Despite noisy holiday volume data, by most measures trucking markets are continuing their recovery. Week-over-week comparisons look dramatic and make that progress look faster than it actually is: remember that rates are relatively low, capacity is relatively loose, and spot volumes—but not contracted volumes—are soft relative to last year.
That said, we are watching spot rates on lanes heading into undesirable backhaul markets. Those lanes tend to be the first markets where carriers recover pricing power and begin to charge freight brokers more on a per-mile basis. The Los Angeles to Seattle lane led the way out of the mid-April trough and is continuing to see strong movement to the upside; if the pattern holds, LA to Dallas and Chicago to Atlanta will gain momentum.

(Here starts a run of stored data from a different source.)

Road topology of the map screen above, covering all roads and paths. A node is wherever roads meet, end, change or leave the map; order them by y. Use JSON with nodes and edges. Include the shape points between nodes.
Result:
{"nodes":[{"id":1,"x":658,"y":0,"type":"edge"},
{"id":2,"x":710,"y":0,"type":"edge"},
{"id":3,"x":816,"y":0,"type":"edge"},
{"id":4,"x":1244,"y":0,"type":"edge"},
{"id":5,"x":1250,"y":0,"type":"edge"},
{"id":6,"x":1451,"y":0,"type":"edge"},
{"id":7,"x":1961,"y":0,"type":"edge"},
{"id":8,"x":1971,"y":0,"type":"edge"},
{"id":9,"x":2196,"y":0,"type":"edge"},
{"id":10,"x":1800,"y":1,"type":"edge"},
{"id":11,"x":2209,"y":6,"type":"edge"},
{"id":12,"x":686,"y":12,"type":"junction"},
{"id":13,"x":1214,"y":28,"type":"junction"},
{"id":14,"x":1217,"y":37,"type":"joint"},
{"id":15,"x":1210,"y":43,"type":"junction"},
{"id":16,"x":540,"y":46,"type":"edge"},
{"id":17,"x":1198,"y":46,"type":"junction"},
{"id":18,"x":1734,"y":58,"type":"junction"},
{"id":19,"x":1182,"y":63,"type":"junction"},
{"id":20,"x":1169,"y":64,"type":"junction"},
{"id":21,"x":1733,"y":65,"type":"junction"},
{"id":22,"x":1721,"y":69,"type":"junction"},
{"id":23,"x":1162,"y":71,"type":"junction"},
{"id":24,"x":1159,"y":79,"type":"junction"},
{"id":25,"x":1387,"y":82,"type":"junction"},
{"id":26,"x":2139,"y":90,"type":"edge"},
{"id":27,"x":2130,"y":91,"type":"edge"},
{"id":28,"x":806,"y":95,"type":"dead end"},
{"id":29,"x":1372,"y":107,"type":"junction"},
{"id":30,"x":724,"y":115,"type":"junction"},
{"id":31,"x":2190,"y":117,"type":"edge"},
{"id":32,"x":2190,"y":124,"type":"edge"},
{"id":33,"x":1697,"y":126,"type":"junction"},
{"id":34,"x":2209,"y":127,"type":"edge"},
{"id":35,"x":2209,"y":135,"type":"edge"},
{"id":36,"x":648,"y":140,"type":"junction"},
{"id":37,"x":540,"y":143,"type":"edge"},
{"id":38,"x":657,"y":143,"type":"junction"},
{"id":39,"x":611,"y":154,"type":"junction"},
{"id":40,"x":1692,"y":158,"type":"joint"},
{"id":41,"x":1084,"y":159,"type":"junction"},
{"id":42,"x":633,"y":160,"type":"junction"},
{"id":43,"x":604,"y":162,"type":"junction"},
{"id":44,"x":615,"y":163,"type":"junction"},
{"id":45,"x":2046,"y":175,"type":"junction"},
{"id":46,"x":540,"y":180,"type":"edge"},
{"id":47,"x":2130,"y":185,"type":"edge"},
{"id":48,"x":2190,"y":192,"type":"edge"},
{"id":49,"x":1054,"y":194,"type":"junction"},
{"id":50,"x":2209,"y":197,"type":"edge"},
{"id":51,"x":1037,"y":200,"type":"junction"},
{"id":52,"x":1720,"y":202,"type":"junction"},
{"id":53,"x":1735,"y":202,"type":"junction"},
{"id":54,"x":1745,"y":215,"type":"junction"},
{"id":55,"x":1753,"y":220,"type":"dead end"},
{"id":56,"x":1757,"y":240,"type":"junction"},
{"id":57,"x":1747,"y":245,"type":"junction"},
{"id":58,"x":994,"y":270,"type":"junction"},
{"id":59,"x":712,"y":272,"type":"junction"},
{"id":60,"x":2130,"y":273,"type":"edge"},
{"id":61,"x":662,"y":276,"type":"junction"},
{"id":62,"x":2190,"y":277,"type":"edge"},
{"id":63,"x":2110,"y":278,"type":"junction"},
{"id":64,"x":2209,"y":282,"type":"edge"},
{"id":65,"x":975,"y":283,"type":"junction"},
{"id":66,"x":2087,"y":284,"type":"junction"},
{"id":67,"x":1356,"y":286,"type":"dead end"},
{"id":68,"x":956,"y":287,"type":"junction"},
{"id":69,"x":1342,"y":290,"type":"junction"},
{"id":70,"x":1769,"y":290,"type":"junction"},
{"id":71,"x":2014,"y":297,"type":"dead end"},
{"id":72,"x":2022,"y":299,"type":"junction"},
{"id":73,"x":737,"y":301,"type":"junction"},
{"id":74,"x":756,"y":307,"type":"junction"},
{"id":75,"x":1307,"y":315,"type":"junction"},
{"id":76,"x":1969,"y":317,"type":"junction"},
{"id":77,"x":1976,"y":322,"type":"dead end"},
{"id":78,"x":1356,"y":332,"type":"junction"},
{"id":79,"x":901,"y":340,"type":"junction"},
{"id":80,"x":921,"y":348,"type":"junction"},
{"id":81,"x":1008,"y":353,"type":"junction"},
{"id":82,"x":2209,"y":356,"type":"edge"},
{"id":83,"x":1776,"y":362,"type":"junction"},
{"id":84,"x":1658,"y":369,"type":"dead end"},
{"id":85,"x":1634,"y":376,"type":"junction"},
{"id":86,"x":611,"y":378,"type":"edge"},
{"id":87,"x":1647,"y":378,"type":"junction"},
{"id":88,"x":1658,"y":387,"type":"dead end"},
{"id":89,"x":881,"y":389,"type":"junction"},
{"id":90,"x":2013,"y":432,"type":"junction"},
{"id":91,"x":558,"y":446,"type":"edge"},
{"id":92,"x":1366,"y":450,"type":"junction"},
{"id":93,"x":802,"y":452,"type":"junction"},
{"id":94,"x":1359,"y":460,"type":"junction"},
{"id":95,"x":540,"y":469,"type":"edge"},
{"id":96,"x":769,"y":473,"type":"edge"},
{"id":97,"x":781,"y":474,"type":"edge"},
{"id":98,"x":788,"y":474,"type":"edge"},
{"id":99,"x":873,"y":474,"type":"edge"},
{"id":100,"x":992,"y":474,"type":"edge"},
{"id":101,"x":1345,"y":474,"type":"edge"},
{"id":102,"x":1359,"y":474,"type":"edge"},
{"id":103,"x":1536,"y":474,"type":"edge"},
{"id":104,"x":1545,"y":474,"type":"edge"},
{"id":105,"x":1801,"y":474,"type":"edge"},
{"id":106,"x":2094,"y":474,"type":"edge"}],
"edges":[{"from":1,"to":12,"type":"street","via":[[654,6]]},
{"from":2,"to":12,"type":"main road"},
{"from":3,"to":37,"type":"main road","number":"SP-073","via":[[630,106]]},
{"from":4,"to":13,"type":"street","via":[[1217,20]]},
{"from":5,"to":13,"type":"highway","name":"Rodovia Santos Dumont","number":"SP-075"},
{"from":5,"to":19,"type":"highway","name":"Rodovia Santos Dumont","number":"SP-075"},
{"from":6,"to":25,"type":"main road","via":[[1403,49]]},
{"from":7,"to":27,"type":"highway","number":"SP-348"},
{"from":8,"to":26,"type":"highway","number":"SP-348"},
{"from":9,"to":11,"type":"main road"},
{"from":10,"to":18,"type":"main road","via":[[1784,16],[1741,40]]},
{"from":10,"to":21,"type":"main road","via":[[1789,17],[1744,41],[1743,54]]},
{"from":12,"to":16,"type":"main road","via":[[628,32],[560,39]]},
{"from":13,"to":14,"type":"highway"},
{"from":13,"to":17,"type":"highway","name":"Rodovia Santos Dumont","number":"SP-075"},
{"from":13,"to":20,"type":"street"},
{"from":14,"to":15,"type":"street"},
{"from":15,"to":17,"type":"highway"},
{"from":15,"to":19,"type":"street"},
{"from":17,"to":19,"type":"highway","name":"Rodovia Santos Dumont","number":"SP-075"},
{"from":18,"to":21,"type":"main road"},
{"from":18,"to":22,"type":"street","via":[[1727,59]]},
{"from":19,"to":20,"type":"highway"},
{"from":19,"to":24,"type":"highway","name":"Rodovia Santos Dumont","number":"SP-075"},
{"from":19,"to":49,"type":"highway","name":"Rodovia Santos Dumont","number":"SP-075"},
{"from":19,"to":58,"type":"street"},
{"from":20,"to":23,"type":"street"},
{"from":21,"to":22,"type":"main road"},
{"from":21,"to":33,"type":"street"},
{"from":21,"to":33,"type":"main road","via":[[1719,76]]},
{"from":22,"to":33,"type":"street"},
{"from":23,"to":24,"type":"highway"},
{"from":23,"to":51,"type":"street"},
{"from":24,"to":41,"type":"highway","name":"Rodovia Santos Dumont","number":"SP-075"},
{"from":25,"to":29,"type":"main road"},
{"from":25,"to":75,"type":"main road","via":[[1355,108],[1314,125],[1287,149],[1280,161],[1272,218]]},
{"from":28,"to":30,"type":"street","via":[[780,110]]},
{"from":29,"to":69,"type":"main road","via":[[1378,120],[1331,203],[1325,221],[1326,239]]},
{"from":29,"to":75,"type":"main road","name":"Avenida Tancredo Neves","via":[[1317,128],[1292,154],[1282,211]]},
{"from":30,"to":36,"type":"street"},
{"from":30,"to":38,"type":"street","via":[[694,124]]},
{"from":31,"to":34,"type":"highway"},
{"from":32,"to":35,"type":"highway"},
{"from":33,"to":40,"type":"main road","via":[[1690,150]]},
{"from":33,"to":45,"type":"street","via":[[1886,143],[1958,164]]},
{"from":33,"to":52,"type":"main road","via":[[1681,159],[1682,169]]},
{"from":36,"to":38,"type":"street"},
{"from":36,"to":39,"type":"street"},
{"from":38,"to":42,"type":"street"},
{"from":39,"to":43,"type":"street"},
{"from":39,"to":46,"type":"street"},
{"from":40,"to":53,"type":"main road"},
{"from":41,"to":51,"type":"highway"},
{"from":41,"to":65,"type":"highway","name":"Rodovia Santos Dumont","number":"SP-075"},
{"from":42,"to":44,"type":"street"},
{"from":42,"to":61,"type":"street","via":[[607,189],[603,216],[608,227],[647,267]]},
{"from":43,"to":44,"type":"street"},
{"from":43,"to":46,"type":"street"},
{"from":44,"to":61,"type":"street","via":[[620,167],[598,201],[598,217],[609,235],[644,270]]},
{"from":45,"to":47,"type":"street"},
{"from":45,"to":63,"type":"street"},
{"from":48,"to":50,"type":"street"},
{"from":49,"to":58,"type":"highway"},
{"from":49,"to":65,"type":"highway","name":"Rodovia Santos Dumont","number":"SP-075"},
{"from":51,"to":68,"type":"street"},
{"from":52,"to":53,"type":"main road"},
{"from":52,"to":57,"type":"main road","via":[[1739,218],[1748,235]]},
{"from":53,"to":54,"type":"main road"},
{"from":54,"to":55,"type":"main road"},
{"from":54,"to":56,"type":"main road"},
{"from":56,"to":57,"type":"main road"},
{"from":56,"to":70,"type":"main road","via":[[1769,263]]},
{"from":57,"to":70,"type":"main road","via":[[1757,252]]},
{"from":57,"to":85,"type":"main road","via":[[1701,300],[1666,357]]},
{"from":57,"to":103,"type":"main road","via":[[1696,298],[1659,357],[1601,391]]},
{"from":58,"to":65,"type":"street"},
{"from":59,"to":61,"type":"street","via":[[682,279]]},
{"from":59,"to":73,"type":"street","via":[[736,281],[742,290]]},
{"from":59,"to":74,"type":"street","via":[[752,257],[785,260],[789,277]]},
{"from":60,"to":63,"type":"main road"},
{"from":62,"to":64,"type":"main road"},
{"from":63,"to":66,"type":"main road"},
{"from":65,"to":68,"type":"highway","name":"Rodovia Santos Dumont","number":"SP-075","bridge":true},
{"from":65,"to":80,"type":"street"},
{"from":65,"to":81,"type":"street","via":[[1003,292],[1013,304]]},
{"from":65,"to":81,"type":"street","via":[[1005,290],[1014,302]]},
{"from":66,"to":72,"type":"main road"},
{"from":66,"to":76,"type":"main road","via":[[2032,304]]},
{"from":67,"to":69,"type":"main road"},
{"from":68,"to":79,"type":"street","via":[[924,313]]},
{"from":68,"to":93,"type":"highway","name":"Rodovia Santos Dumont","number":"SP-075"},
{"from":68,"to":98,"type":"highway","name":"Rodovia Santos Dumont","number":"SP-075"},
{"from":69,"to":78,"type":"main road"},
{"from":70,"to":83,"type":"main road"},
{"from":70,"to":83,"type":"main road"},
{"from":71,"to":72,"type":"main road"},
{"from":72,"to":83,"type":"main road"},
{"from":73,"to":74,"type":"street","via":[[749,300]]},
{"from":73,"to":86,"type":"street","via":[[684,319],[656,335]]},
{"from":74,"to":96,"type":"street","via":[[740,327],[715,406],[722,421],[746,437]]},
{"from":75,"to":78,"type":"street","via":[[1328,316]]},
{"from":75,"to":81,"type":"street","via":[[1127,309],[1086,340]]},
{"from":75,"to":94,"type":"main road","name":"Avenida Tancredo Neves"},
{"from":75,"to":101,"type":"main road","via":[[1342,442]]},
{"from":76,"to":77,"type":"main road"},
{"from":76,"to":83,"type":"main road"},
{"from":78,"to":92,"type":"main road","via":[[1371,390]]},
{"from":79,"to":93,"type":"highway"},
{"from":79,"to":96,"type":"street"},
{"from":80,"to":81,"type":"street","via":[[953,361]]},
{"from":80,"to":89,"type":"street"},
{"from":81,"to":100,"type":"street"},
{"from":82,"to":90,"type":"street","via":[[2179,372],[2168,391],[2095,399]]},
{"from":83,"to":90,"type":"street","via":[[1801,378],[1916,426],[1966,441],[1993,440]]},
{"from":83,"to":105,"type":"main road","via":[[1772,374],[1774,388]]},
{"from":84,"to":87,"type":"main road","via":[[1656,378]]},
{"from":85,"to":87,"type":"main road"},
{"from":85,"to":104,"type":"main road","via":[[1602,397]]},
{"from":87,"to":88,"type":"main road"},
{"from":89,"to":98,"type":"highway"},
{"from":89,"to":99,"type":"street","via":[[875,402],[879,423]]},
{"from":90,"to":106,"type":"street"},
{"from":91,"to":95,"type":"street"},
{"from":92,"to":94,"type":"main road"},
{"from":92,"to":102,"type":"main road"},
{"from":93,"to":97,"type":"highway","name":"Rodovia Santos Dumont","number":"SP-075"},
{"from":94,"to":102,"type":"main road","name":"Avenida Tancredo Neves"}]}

Spot rates from Los Angeles to Dallas are now what we would consider healthy, matching some peak levels from prior years, as we outline below. The problem is that spot volumes are not there in sufficient force to inflate the whole market: large-asset based carriers are still accepting more than 95% of their tendered loads, starving spot markets of freight.
The number to watch going forward, especially as Memorial Day noise works through our volume data’s seven-day moving average, is the national outbound tender rejection index (OTRI.USA in SONAR). When OTRI reaches 7-10%, carriers will have regained meaningful pricing power, routing guide compliance may worry shippers, and spot markets will begin heating up.